## Exercise aim
Please reproduce the entries exactly, skipping each picture.

[Collected data]
---*---
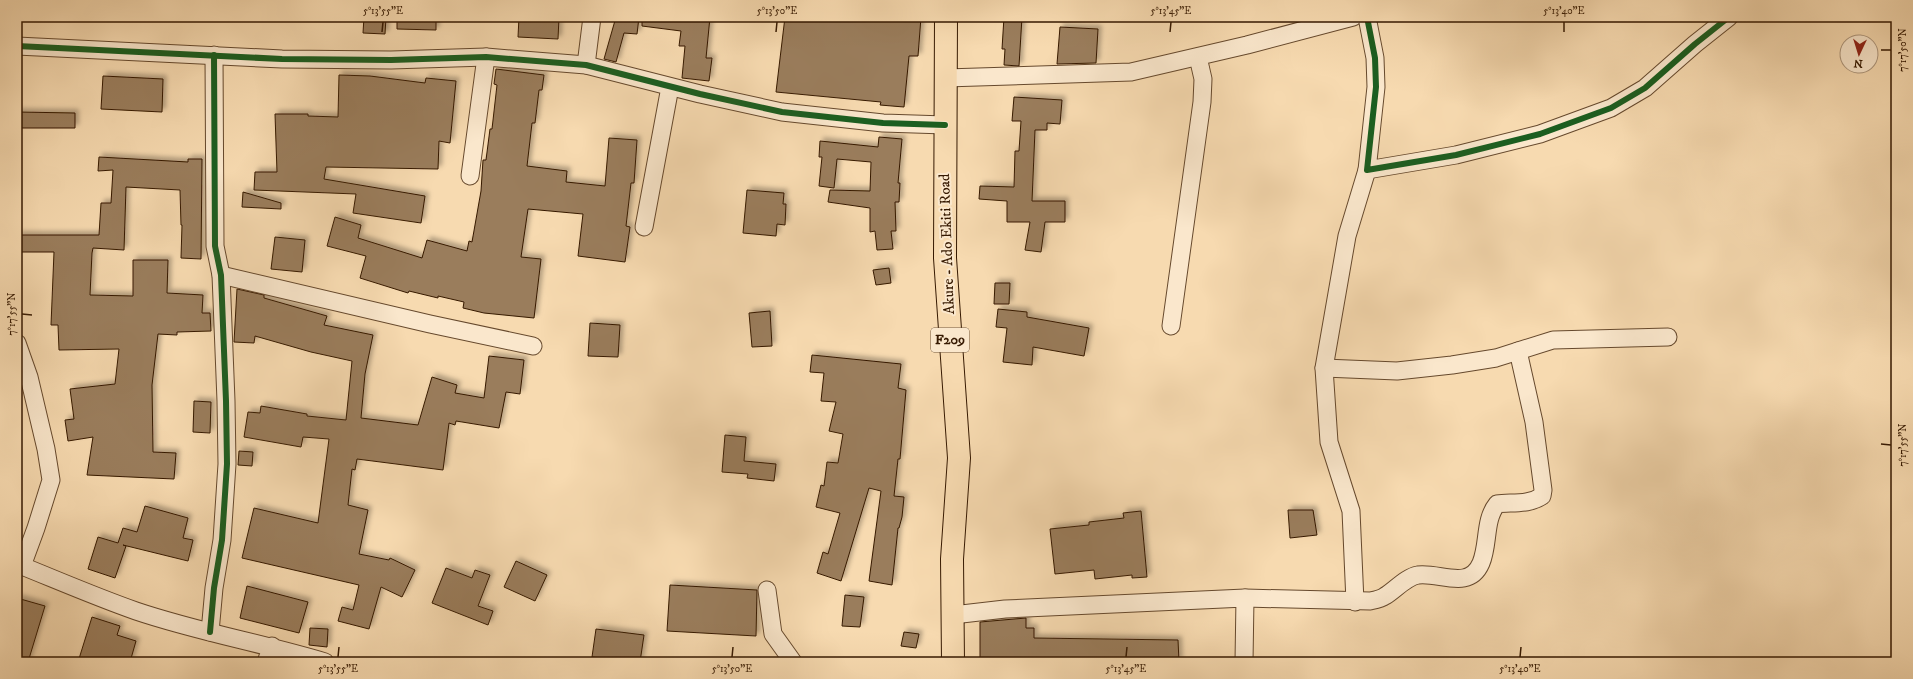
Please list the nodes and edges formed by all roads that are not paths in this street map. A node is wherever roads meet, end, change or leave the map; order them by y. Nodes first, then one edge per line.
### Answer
1 (592, 17) edge
2 (946, 17) edge
3 (1353, 17) edge
4 (1367, 17) edge
5 (1728, 17) edge
6 (17, 46) edge
7 (214, 55) junction
8 (486, 57) junction
9 (1198, 57) junction
10 (586, 65) junction
11 (946, 78) junction
12 (670, 87) junction
13 (945, 125) junction
14 (1367, 170) junction
15 (470, 176) dead end
16 (644, 228) dead end
17 (221, 274) junction
18 (1171, 326) dead end
19 (1668, 337) dead end
20 (17, 343) edge
21 (533, 346) dead end
22 (1518, 351) junction
23 (1324, 368) junction
24 (19, 565) edge
25 (768, 590) dead end
26 (1245, 598) junction
27 (1355, 602) junction
28 (953, 615) junction
29 (210, 632) junction
30 (269, 654) edge
31 (325, 662) edge
32 (793, 662) edge
33 (953, 662) edge
34 (1244, 662) edge

1 - 10 street
2 - 11 main road, Akure - Ado Ekiti Road / F209
3 - 9 street
4 - 14 street
5 - 14 street
6 - 7 street
7 - 8 street
7 - 17 street
8 - 10 street
8 - 15 street
9 - 11 street
9 - 18 street
10 - 12 street
11 - 13 main road, Akure - Ado Ekiti Road / F209
12 - 13 street
12 - 16 street
13 - 28 main road, Akure - Ado Ekiti Road / F209
14 - 23 street
17 - 21 street
17 - 29 street
19 - 22 street
20 - 24 street
22 - 23 street
22 - 27 street
23 - 27 street
24 - 29 street
25 - 32 street
26 - 27 street
26 - 28 street
26 - 34 street
28 - 33 main road, Akure - Ado Ekiti Road / F209
29 - 30 street
30 - 31 street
---*---
## Exercise solution
Please list the nodes and edges formed by all roads that are not paths in this street map. A node is wherever roads meet, end, change or leave the map; order them by y. Nodes first, then one edge per line.
### Answer
1 (592, 17) edge
2 (946, 17) edge
3 (1353, 17) edge
4 (1367, 17) edge
5 (1728, 17) edge
6 (17, 46) edge
7 (214, 55) junction
8 (486, 57) junction
9 (1198, 57) junction
10 (586, 65) junction
11 (946, 78) junction
12 (670, 87) junction
13 (945, 125) junction
14 (1367, 170) junction
15 (470, 176) dead end
16 (644, 228) dead end
17 (221, 274) junction
18 (1171, 326) dead end
19 (1668, 337) dead end
20 (17, 343) edge
21 (533, 346) dead end
22 (1518, 351) junction
23 (1324, 368) junction
24 (19, 565) edge
25 (768, 590) dead end
26 (1245, 598) junction
27 (1355, 602) junction
28 (953, 615) junction
29 (210, 632) junction
30 (269, 654) edge
31 (325, 662) edge
32 (793, 662) edge
33 (953, 662) edge
34 (1244, 662) edge

1 - 10 street
2 - 11 main road, Akure - Ado Ekiti Road / F209
3 - 9 street
4 - 14 street
5 - 14 street
6 - 7 street
7 - 8 street
7 - 17 street
8 - 10 street
8 - 15 street
9 - 11 street
9 - 18 street
10 - 12 street
11 - 13 main road, Akure - Ado Ekiti Road / F209
12 - 13 street
12 - 16 street
13 - 28 main road, Akure - Ado Ekiti Road / F209
14 - 23 street
17 - 21 street
17 - 29 street
19 - 22 street
20 - 24 street
22 - 23 street
22 - 27 street
23 - 27 street
24 - 29 street
25 - 32 street
26 - 27 street
26 - 28 street
26 - 34 street
28 - 33 main road, Akure - Ado Ekiti Road / F209
29 - 30 street
30 - 31 street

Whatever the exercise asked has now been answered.